SARS-CoV2 spike glycoprotein expression and purification. The pCAGGS SARS-CoV2 plasmid encoding stabilized S glycoprotein gene (a generous gift from Jason McLellan) was used for the expression of recombinant S protein as described previously (Wrapp et al. (2020) Science 367:1260-1263) with several modifications. ExpiCHO-S cells (ThermoFisher) were transiently transfected with plasmid DNA diluted in OptiPRO Serum-Free Medium (0.8 μg total DNA per ml of culture) using ExpiFectamine (ThermoFisher) at a DNA-to-ExpiFectamine ratio of 1:4. At 8 days post-transfection, cultures were harvested by centrifugation at 4,000×g for 20 min. Clarified supernatant was dialyzed in 50 mM Tris HCl pH 8.0, 250 mM NaCl at a clarified supernatant to dialysis buffer ratio of 1:25 prior affinity chromatography. Dialyzed supernatant was incubated with Ni-NTA resin (GoldBio) for 2 h at 4° C. Resin was collected in columns by gravity flow, washed with wash buffer (50 mM Tris HCl pH 8.0, 250 mM NaCl, 20 mM Imidazole) and eluted with elution buffer (50 mM Tris HCl pH 8.0, 250 mM NaCl, 250 mM imidazole). Eluate was concentrated in Amicon centrifugal units (EMD Millipore) and exchanged into a storage buffer (50 mM Tris HCl pH 8.0, 250 mM NaCl). Protein was analyzed by SDS-PAGE, aliquoted, and stored at −80° C.

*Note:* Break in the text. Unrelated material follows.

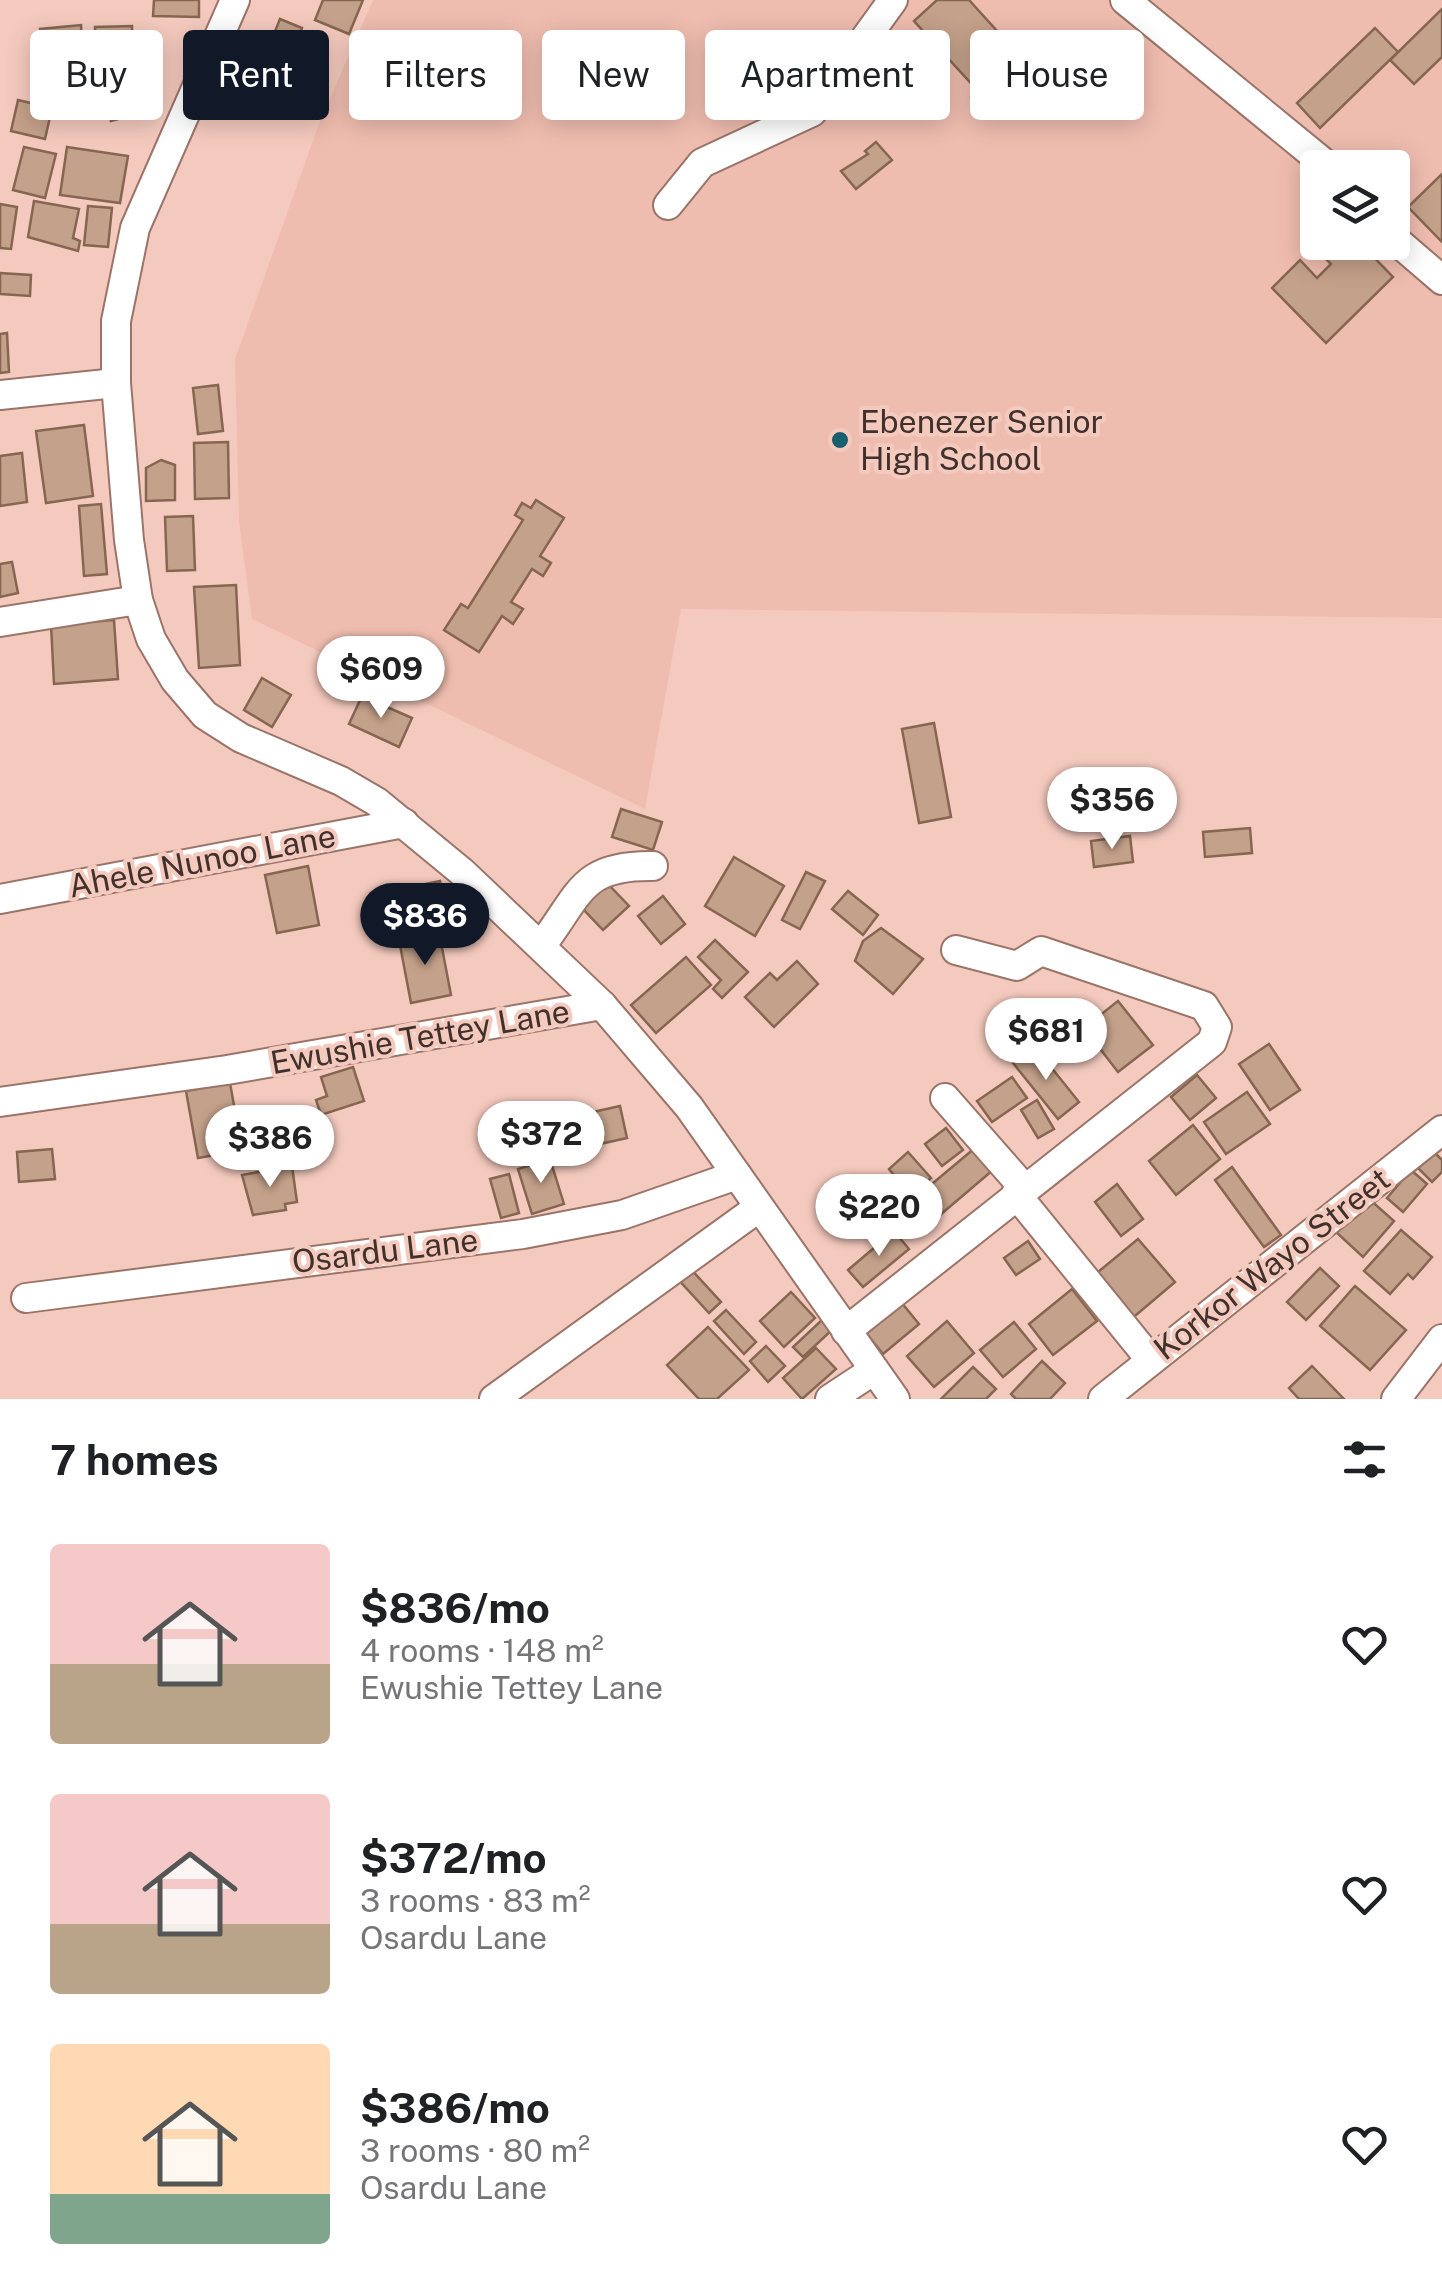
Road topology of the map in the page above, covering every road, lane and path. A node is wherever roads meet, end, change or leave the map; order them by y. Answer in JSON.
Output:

Detection of S protein in rVSV-SARS-CoV-2. High-protein binding 96-well ELISA plates (Corning) were coated with 25 μl of concentrated rVSV-SARS-CoV-2 S or rVSV-EBOV (2.73 μg/ml) overnight at 4° C., and blocked with 3% nonfat dry milk in PBS (PBS-milk) for 1 h at 25° C. Plates were extensively washed and incubated with serum 18, serum 39 or negative serum diluted to 1:100 first then with serial 2-fold dilutions in PBS milk 1%-Tween 0.1% for 1 h at 25° C. Plates were washed three times and incubated with Goat anti-human IgG-HRP (#31410 Invitrogen) diluted 1:3000 (PBS milk 1%-Tween 0.1%) for 1 h at 25° C. and detected using 1-Step™ Ultra TMB-ELISA Substrate Solution (Thermo Fisher Scientific, Waltham, MA). Plates were read using a Cytation 5 imager (BioTek) at 450 nm.
NH4Cl inhibition experiments. Huh7.5.1 cell monolayers were incubated for 1 hour with 20-100 mM NH4Cl in DMEM. Next, pre-titrated rVSVs expressing EBOV GP or SARS-CoV-2 S were used to infect cells. Infection was scored 16-18 h later as described above.
Cathepsin Inhibitor experiments. Monolayers of Vero cells pre-treated for 1.5 hours at 37° C. with E-64 (37.5 or 75 μM), Z-Phe-tyr-dmk (FYdmk, 18.75 or 37.5 μM), or 1.5% DMSO (vehicle control) were infected with pre-titrated amounts of rVSVs carrying SARS-CoV 2 S, EBOV GP or VSV G. At 1 h post-infection, 20 mM NH4Cl was added. Infected cells were fixed 16-18 h later and scored for infection as described above.
TMPRSS2 inhibitor experiments. Monolayers of Vero or Vero-TMPRSS2 cells pre-treated for 2 h at 37° C. with camostat mesylate (Tocris) or 1% DMSO (vehicle control) were infected with pre-titrated amounts of rVSV-SARS-CoV 2 S. At 1 h post-infection, 20 mM NH4Cl was added to terminate viral entry. Infected cells were fixed 7 h later and scored for infection as described above.
Detection of hACE2 in BHK21 and A549 transfected cells. To stain for surface-expressed hACE2, BHK21, A549, BHK21-hACE2 and A549-hACE2 cells or the control cells were seeded onto fibronectin-coated glass coverslips were incubated with 0.4 μg/mL of hACE2-specific goat antibody (#AF933, R&D systems) at 4° C. in media containing 25 mM HEPES. Next, cells were washed with cold PBS, fixed with 4% paraformaldehyde, and blocked with buffer (2% (w/v) bovine serum albumin, 5% (v/v) glycerol, 0.2% (v/v) Tween20 in Ca2+/Mg2+-free PBS). Secondary donkey AlexaFluor 594-conjugated anti-goat IgG (#A32758 Invitrogen) was used to detect the hACE2 signal. Coverslips were mounted in Prolong with DAPI (Invitrogen) and imaged on an Axio Observer inverted microscope (Zeiss).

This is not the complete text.